The delegation is to meet with Netanyahu, President Ezer Weizman and other prominent political and religious leaders here. Several members said they hope to use those discussions to “debunk” the view in Israel that American Jews generally support a loosening of the Orthodox establishment’s existing monopoly on conversions and other personal religious issues.

“We’re a truth squad,” said Sherer, who described Orthodox Judaism as the fastest-growing segment of the American Jewish community. But he and others stopped short of saying they would support pending legislation in Israel to enshrine the monopoly in law; such decisions should be left to Israelis, they said.

The controversial bill, on hold while a committee headed by Finance Minister Yaacov Neeman searches for a compromise, would not affect conversions abroad but would formalize the situation in Israel. It would allow only Orthodox rabbis to perform conversions. Backed by several small religious parties in Netanyahu’s fragile coalition, the bill would stymie an increasingly determined struggle by Reform and Conservative leaders to gain official recognition for their movements here.

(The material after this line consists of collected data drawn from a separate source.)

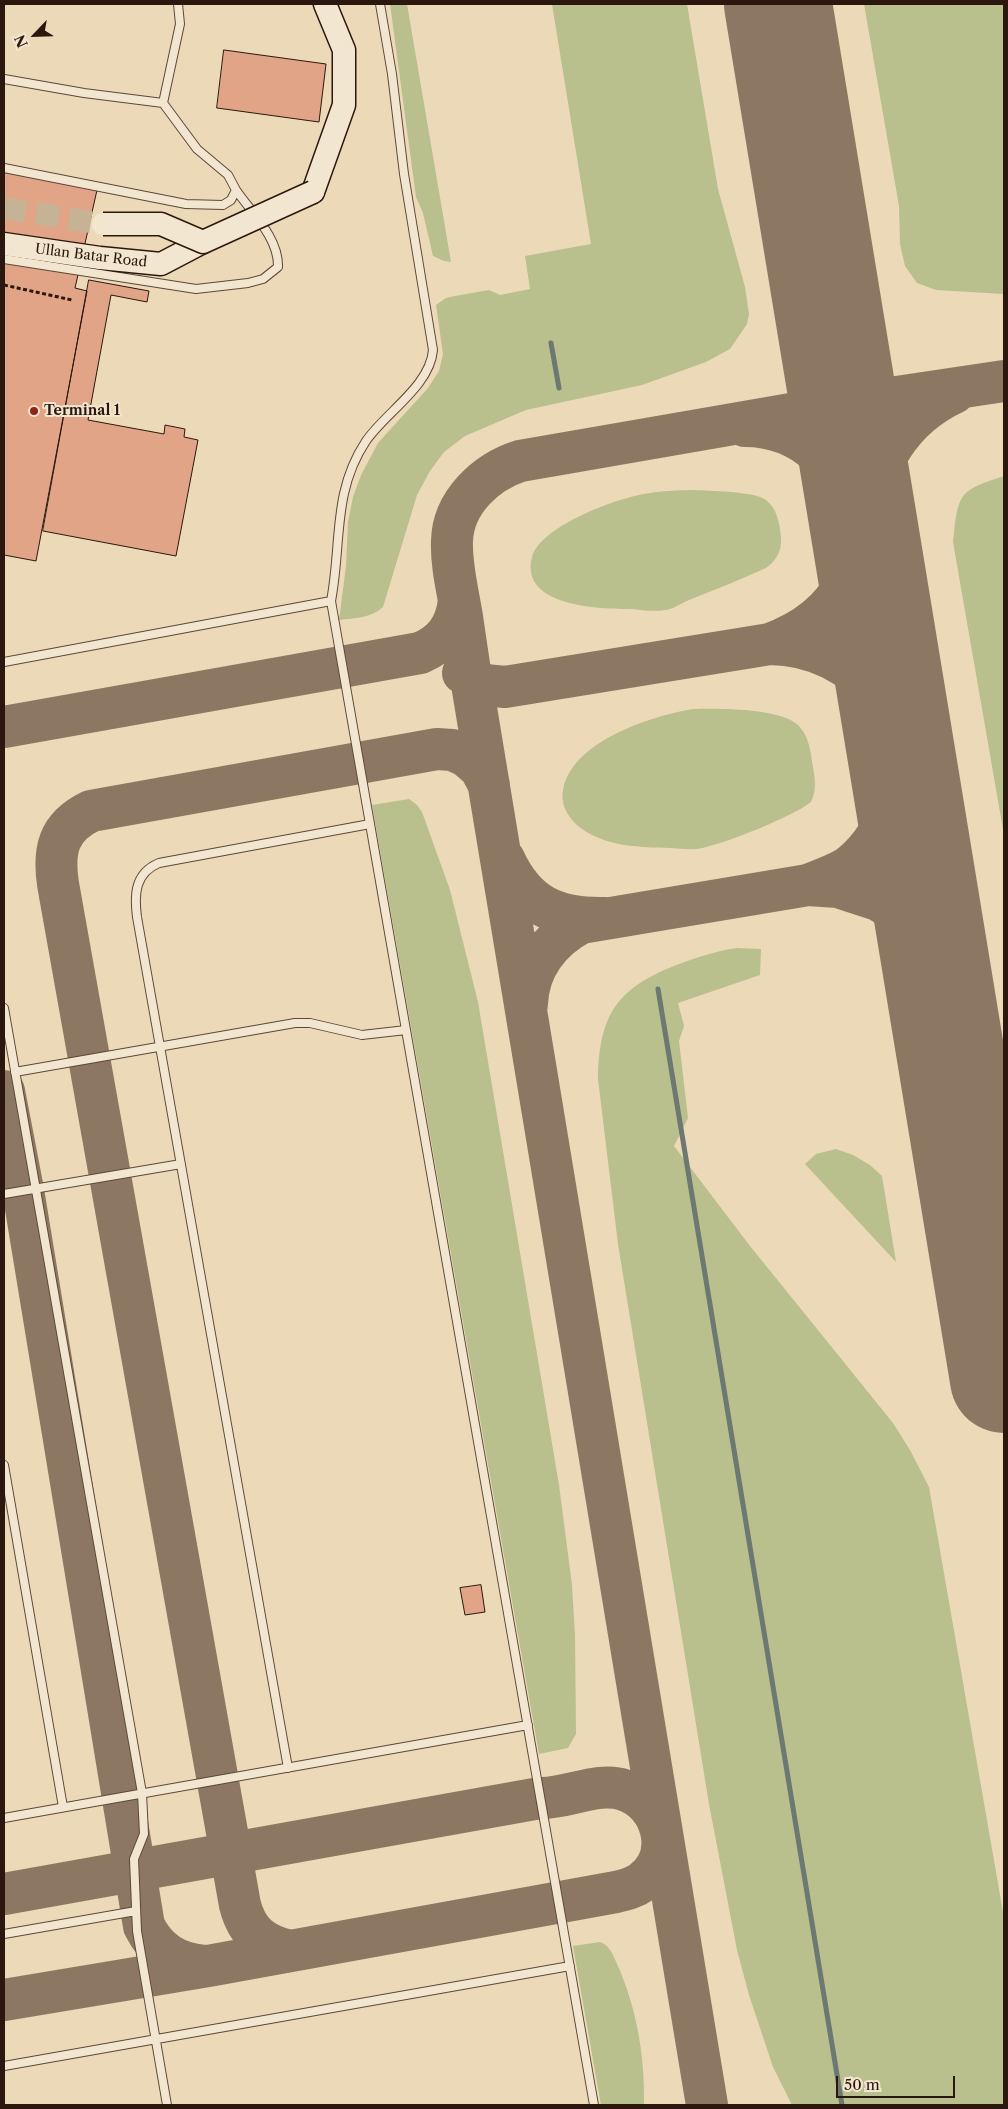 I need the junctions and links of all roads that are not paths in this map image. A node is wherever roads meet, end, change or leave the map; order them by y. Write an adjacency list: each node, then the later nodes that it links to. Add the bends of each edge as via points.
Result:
1 (178, 4): 5 (lane, via 180,24)
2 (325, 4): 9 (street, Ullan Batar Road, bridge, via 344,50 344,105 313,192)
3 (380, 4): 12 (lane, via 432,358 426,374 365,443 350,472 338,526)
4 (4, 79): 5 (lane)
5 (163, 103): 7 (lane, via 197,149 228,174)
6 (4, 168): 7 (lane, via 186,204 222,205 231,200)
7 (236, 190): 11 (lane, via 278,256 278,267 263,279 234,286 196,289)
8 (103, 224): 9 (street, bridge, via 161,224)
9 (203, 242): 10 (street, Ullan Batar Road, via 161,264)
10 (4, 244)
11 (4, 259)
12 (331, 601): 13 (lane); 14 (lane)
13 (4, 662)
14 (370, 824): 16 (lane); 17 (lane, via 165,861 145,871 138,881 134,900)
15 (4, 1008): 18 (lane)
16 (406, 1030): 17 (lane, via 362,1035 304,1022); 23 (lane)
17 (160, 1047): 18 (lane); 19 (lane)
18 (15, 1072): 20 (lane)
19 (181, 1164): 20 (lane); 24 (lane)
20 (35, 1188): 21 (lane); 25 (lane)
21 (4, 1194)
22 (4, 1465): 26 (lane)
23 (528, 1726): 24 (lane); 30 (lane)
24 (288, 1768): 25 (lane)
25 (142, 1793): 26 (lane); 28 (lane, via 144,1834 134,1859)
26 (63, 1807): 27 (lane)
27 (4, 1818)
28 (136, 1911): 29 (lane); 31 (lane)
29 (4, 1934)
30 (570, 1966): 31 (lane); 34 (lane)
31 (156, 2039): 32 (lane); 33 (lane)
32 (4, 2066)
33 (168, 2105)
34 (594, 2105) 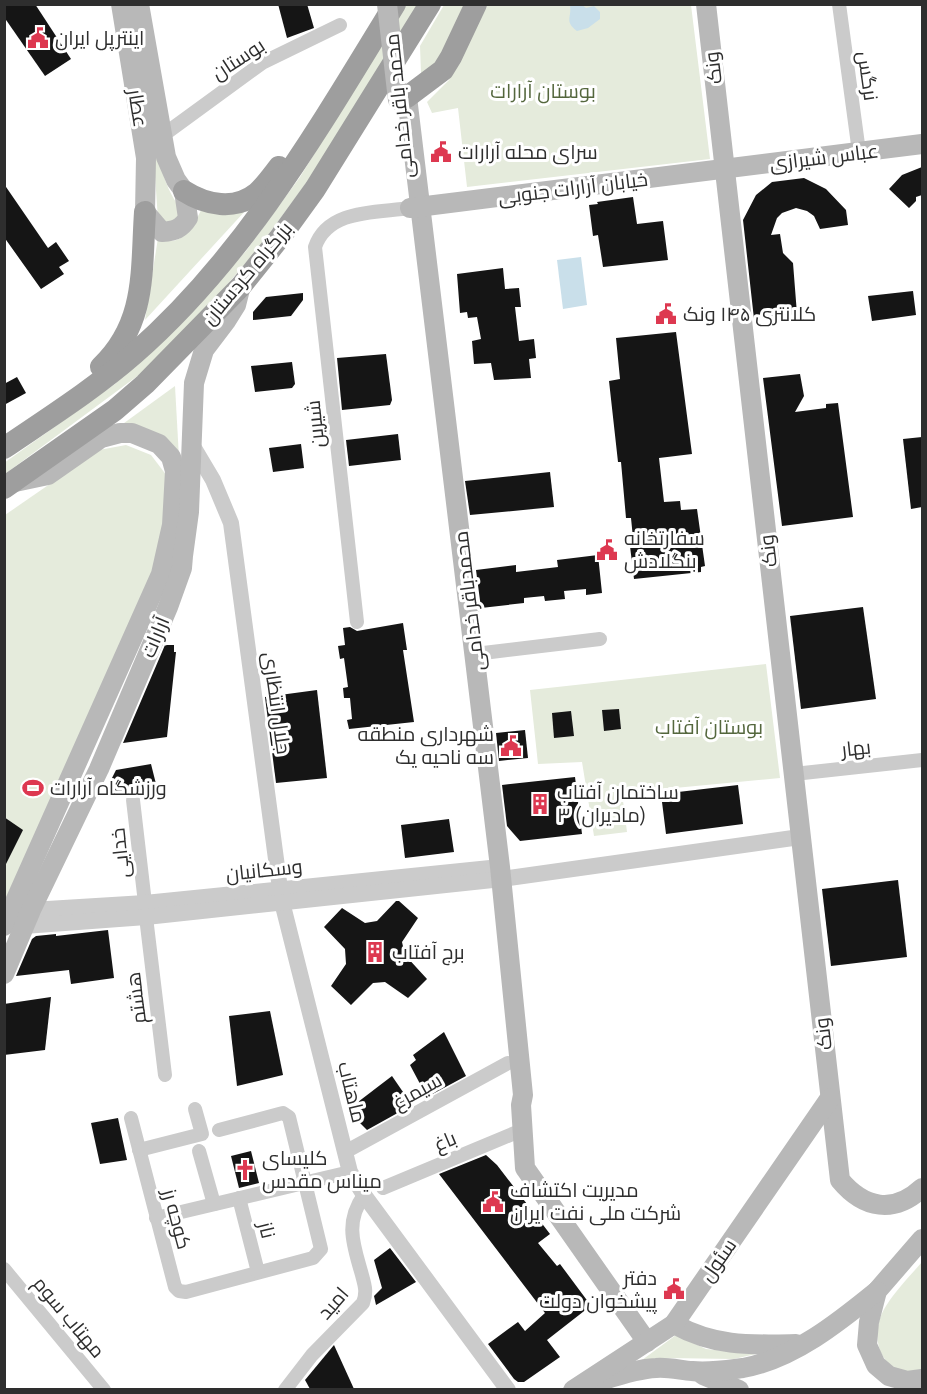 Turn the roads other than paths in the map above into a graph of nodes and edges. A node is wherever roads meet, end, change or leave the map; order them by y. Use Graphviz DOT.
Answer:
graph roads {
  1 [pos="121,4"];
  2 [pos="140,4"];
  3 [pos="387,4"];
  4 [pos="396,4"];
  5 [pos="430,4"];
  6 [pos="476,4"];
  7 [pos="706,4"];
  8 [pos="839,4"];
  9 [pos="340,25"];
  10 [pos="402,89"];
  11 [pos="328,113"];
  12 [pos="162,136"];
  13 [pos="922,144"];
  14 [pos="859,152"];
  15 [pos="725,169"];
  16 [pos="184,191"];
  17 [pos="416,207"];
  18 [pos="145,212"];
  19 [pos="241,286"];
  20 [pos="62,409"];
  21 [pos="191,443"];
  22 [pos="4,448"];
  23 [pos="9,485"];
  24 [pos="357,622"];
  25 [pos="600,639"];
  26 [pos="475,654"];
  27 [pos="476,716"];
  28 [pos="922,760"];
  29 [pos="794,774"];
  30 [pos="133,800"];
  31 [pos="800,837"];
  32 [pos="494,874"];
  33 [pos="281,896"];
  34 [pos="145,910"];
  35 [pos="16,918"];
  36 [pos="500,932"];
  37 [pos="4,974"];
  38 [pos="508,1063"];
  39 [pos="165,1075"];
  40 [pos="830,1098"];
  41 [pos="521,1106"];
  42 [pos="195,1109"];
  43 [pos="131,1118"];
  44 [pos="219,1130"];
  45 [pos="522,1130"];
  46 [pos="139,1150"];
  47 [pos="199,1151"];
  48 [pos="345,1152"];
  49 [pos="350,1172"];
  50 [pos="304,1183"];
  51 [pos="383,1188"];
  52 [pos="922,1188"];
  53 [pos="364,1195"];
  54 [pos="239,1198"];
  55 [pos="214,1204"];
  56 [pos="156,1218"];
  57 [pos="922,1239"];
  58 [pos="4,1269"];
  59 [pos="258,1272"];
  60 [pos="877,1291"];
  61 [pos="674,1324"];
  62 [pos="651,1339"];
  63 [pos="801,1344"];
  64 [pos="694,1371"];
  65 [pos="922,1379"];
  66 [pos="104,1389"];
  67 [pos="285,1389"];
  68 [pos="508,1389"];
  69 [pos="573,1389"];
  70 [pos="605,1389"];
  71 [pos="739,1389"];
  1 -- 18 [label="main road, عطار"];
  2 -- 12 [label="main road, عطار"];
  3 -- 10 [label="main road, محمد باقر خدامی, bridge"];
  4 -- 10 [label="main road, محمد باقر خدامی"];
  4 -- 11 [label="highway, بزرگراه کردستان"];
  5 -- 19 [label="highway, بزرگراه کردستان"];
  6 -- 10 [label="highway"];
  7 -- 15 [label="main road, ونک"];
  8 -- 14 [label="street, نرگس"];
  9 -- 12 [label="street, بوستان"];
  10 -- 17 [label="main road, محمدباقر خدامی"];
  11 -- 16 [label="highway"];
  11 -- 20 [label="highway, بزرگراه کردستان"];
  12 -- 16 [label="main road, عطار"];
  13 -- 14 [label="main road, عباس شیرازی"];
  14 -- 15 [label="main road, عباس شیرازی"];
  15 -- 17 [label="main road, خیابان آرارات جنوبی"];
  15 -- 29 [label="main road, ونک"];
  16 -- 18 [label="main road"];
  17 -- 24 [label="street, شیرین"];
  17 -- 26 [label="main road, محمدباقر خدامی"];
  17 -- 27 [label="main road, محمدباقر خدامی"];
  18 -- 20 [label="highway"];
  19 -- 21 [label="main road, آرارات"];
  19 -- 23 [label="highway, بزرگراه کردستان"];
  20 -- 22 [label="highway, بزرگراه کردستان"];
  21 -- 33 [label="street, جلال انتظاری"];
  21 -- 35 [label="main road, آرارات"];
  23 -- 35 [label="main road, آرارات"];
  25 -- 26 [label="street"];
  26 -- 27 [label="main road, محمدباقر خدامی"];
  27 -- 32 [label="main road, محمدباقر خدامی"];
  28 -- 29 [label="street, بهار"];
  29 -- 31 [label="main road, ونک"];
  30 -- 34 [label="street, خدایی"];
  31 -- 32 [label="street"];
  31 -- 40 [label="main road, ونک"];
  32 -- 33 [label="street"];
  32 -- 36 [label="main road, محمدباقر خدامی"];
  33 -- 34 [label="street"];
  33 -- 48 [label="street, ماهتاب"];
  34 -- 35 [label="street"];
  34 -- 39 [label="street, هشتم"];
  35 -- 37 [label="main road, آرارات"];
  36 -- 38 [label="main road, محمدباقر خدامی"];
  36 -- 41 [label="main road, محمدباقر خدامی"];
  38 -- 41 [label="main road, محمدباقر خدامی"];
  38 -- 48 [label="street, سیمرغ"];
  40 -- 52 [label="main road, ونک"];
  40 -- 61 [label="main road, سئول"];
  41 -- 45 [label="main road, محمدباقر خدامی"];
  42 -- 46 [label="street"];
  43 -- 46 [label="street, کوچه رز"];
  44 -- 50 [label="street"];
  45 -- 51 [label="street, باغ"];
  45 -- 62 [label="main road, محمدباقر خدامی"];
  46 -- 56 [label="street, کوچه رز"];
  47 -- 55 [label="street"];
  48 -- 49 [label="street, ماهتاب"];
  49 -- 50 [label="street"];
  49 -- 53 [label="street, ماهتاب"];
  50 -- 54 [label="street"];
  50 -- 59 [label="street"];
  53 -- 67 [label="street, امید"];
  53 -- 68 [label="street, ماهتاب"];
  54 -- 55 [label="street"];
  54 -- 59 [label="street, ناز"];
  55 -- 56 [label="street"];
  56 -- 59 [label="street, کوچه رز"];
  57 -- 60 [label="main road, سئول"];
  58 -- 66 [label="street, مهتاب سوم"];
  60 -- 63 [label="main road, سئول"];
  60 -- 65 [label="main road"];
  61 -- 62 [label="main road, سئول"];
  61 -- 63 [label="main road"];
  62 -- 69 [label="main road, سئول"];
  63 -- 64 [label="main road, سئول"];
  64 -- 69 [label="main road, سئول"];
  64 -- 70 [label="main road"];
  64 -- 71 [label="main road"];
}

Tensions have risen over the religious issues since last year, when Orthodox political parties made an unprecedented showing in national elections and won a place in Netanyahu’s government. Since then, they have used their political clout to back the conversion bill, and the liberal movements have filed court cases to try to force the government and the Orthodox rabbinate to recognize them. On Monday, several lawmakers from the religious parties watched approvingly as Sherer and others spoke of the need for a single conversion standard that would preserve unity among Israeli and Diasporan Jews. Without it, “anyone could come here and tell us that Judaism is open to interpretation,” said Rabbi Avraham Ravitz, a parliament member from the United Torah Judaism Party.

But leaders of the Reform and Conservative movements in Israel denounced the Orthodox visit as an attack on their Judaism and an attempt to turn them into “second-class Jews.”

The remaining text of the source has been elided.